Feedback on Tribute Page Project!

Hello, dear Campers!

Here I’m sharing a link to the second project I’ve made which is a Tribute Page. I would appreciate your feedback on the design and code.

Thank you!

Me again :slightly_smiling_face: I’m an accessibility specialist, so that’s what most of my comments tend to be about.

First, I want to say great job. There are very few issues on the page.

For normal text to be accessible it needs to meet a minimum color contrast of 4.5:1 with the background. The figcaption text only has a contrast ratio of 1.62:1. If you change the text color to black then it has a ratio of 11.23:1, well above the minimum. You can check your contrast ratios with WebAIM’s Contrast Checker. It will help you make sure your text colors are accessible.

You have the same contrast issue with the link at the bottom. You might think about keeping that text black and underlining it instead to signify a link.
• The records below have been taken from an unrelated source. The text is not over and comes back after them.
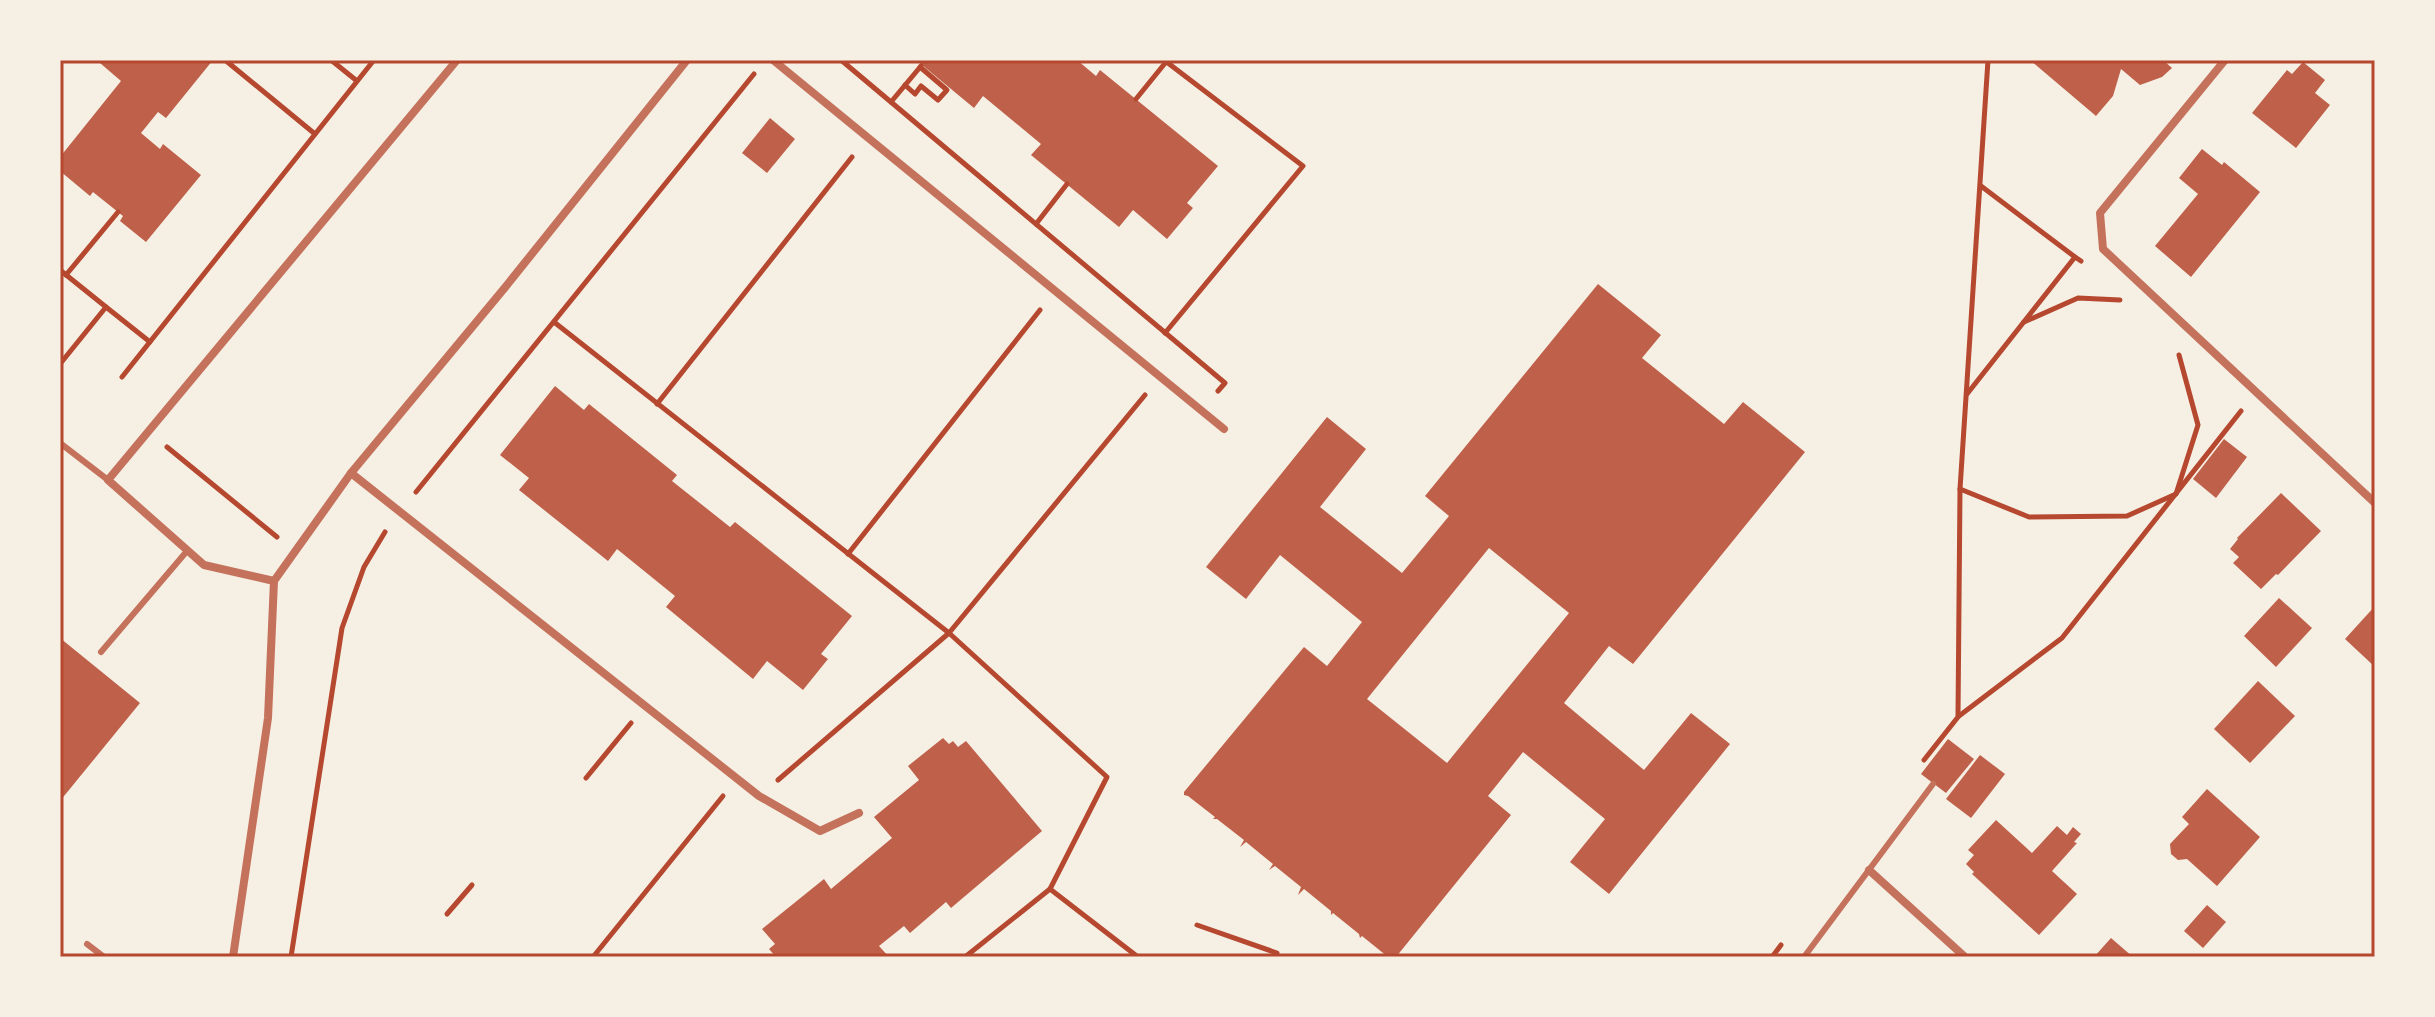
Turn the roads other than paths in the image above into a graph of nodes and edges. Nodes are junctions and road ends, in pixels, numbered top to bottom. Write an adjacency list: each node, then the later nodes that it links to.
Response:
1 (457, 60): 8 (street)
2 (687, 60): 7 (street)
3 (773, 60): 5 (street)
4 (2225, 60): 9 (street)
5 (1224, 429)
6 (60, 443): 8 (lane)
7 (351, 473): 11 (street); 14 (street)
8 (108, 480): 10 (street)
9 (2375, 503)
10 (187, 551): 11 (street); 12 (lane)
11 (274, 581): 18 (street)
12 (101, 652)
13 (1933, 784): 15 (lane)
14 (859, 813)
15 (1869, 870): 19 (lane); 20 (street)
16 (87, 944): 17 (lane)
17 (104, 957)
18 (233, 957)
19 (1804, 957)
20 (1965, 957)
For your headings, you have an h1 at the top of the page and then jump down to h3 for the other two headings. While this is not technically an accessibility failure, it is highly recommended, and considered an accessibility best practice, to not jump heading levels like that. So I would suggest you change those h3s to h2s.

About that last heading, it’s probably not really a heading. It’s just regular content and should be a p instead of a heading. A heading should almost always have content that follows it. That’s what a heading is for, to introduce a section of content on the page.

It’s great that you provided alt text for the image! I would like to make a suggestion about it though. You have included the name of the other person (and her profession) in the alt text, which isn’t necessarily bad, but since the alt text doesn’t actually show up on the page, only people using screen readers (or people who open up their dev tools to look at the alt text) will get that information. What I would recommend is that you include that information in the caption so it is available to everyone. And then for the alt text, you can just reference them by first name and instead provide a description of what the image is showing, such as what they are wearing, what their surroundings look like. As a basic rule, the alt text should not provide extra information that can’t be found in the page content. It should just describe the image well enough so that a person who can’t see the image has a general idea of what the image is showing.